Research Perspectives
In this study, we obtained interesting results on a pilot-area scale (Katoyi collectivity); therefore, it would be very interesting to scale up this approach to the whole GD area. Across the world, there are several examples of countries where pro-poor land tenure reforms are struggling to see light due to specific, often-inscrutable political, security and geographical contexts. Knowledge regarding the distribution of different production systems may be the key information to trigger or support pro-poor reforms. Several cases exist in Africa where the proposed methodology may be trialled and therefore further improved and validated. Specifically, it is worth highlighting that a more robust validation of the proposed method could be obtained by repeating the implementation in several other case studies and by using ground-reference data systematically. The repetition in such contexts would fall under a Science Diplomacy approach [
90], which uses applied research to foster diplomacy and social innovation uptake concerning delicate issues such as rural reforms in the framework of the 2030 Agenda.

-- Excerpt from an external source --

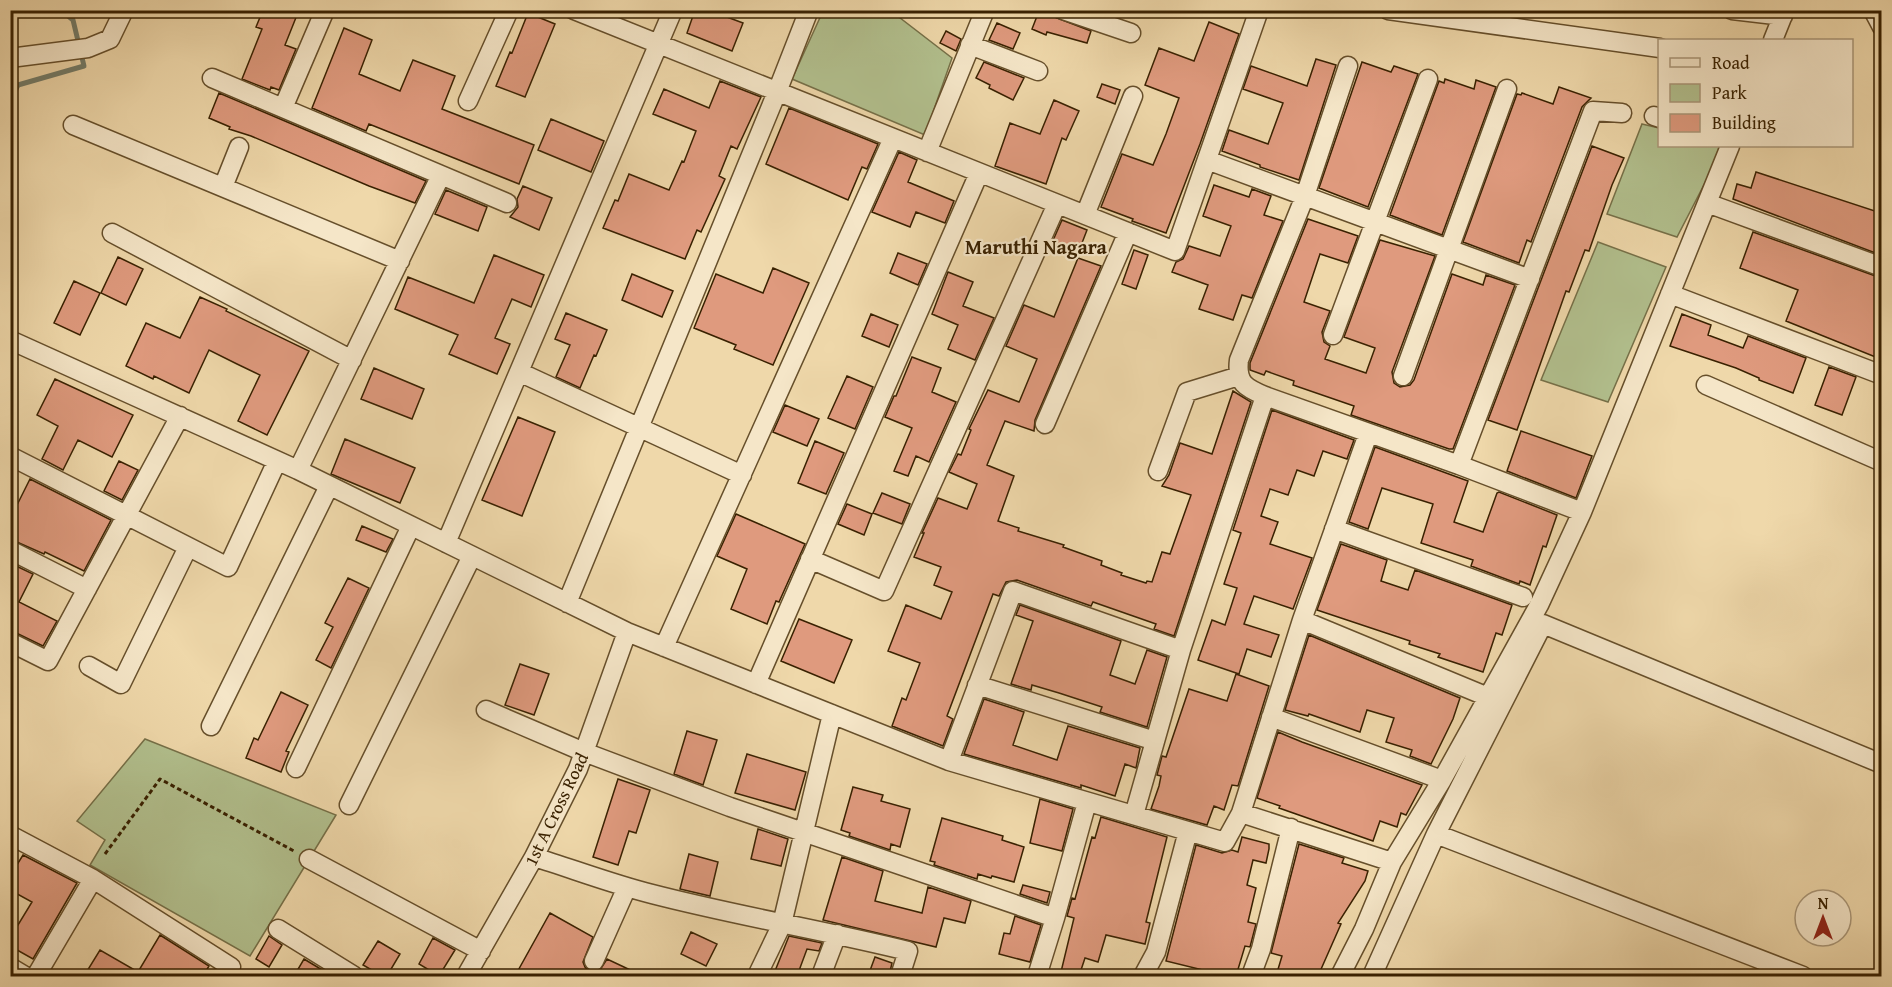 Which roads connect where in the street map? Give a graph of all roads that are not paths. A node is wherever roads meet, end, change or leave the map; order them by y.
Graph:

Among the main critical issues to be improved, the region-specific constraint regarding cloud coverage could be overcome by coupling multispectral passive remote sensing with active remote sensing SAR (Synthetic Aperture RADAR) data (e.g., Sentinel-1). In fact, SAR sensors can penetrate cloud cover, and the polarisation properties of the backscatter signal and its temporal behaviour could more extensively describe land use classes. SAR data would also facilitate the adoption of a multi-temporal approach to the analysis of LULC and production systems, possibly improving the classification accuracy.
Nowadays, new software and algorithms such as Google Earth Engine (GEE) can improve remotely sensed data processing and allow data computation for large areas.
Future developments may concern the joint use in GEE of SAR and optical data, and the exploitation of alternative classification approaches (e.g., Random forest or TensorFlow).
Finally, a pixel-based approach to the analysis of VHRSI could also be tested and compared to the proposed methodology to assess the margin of improvement in classification accuracy.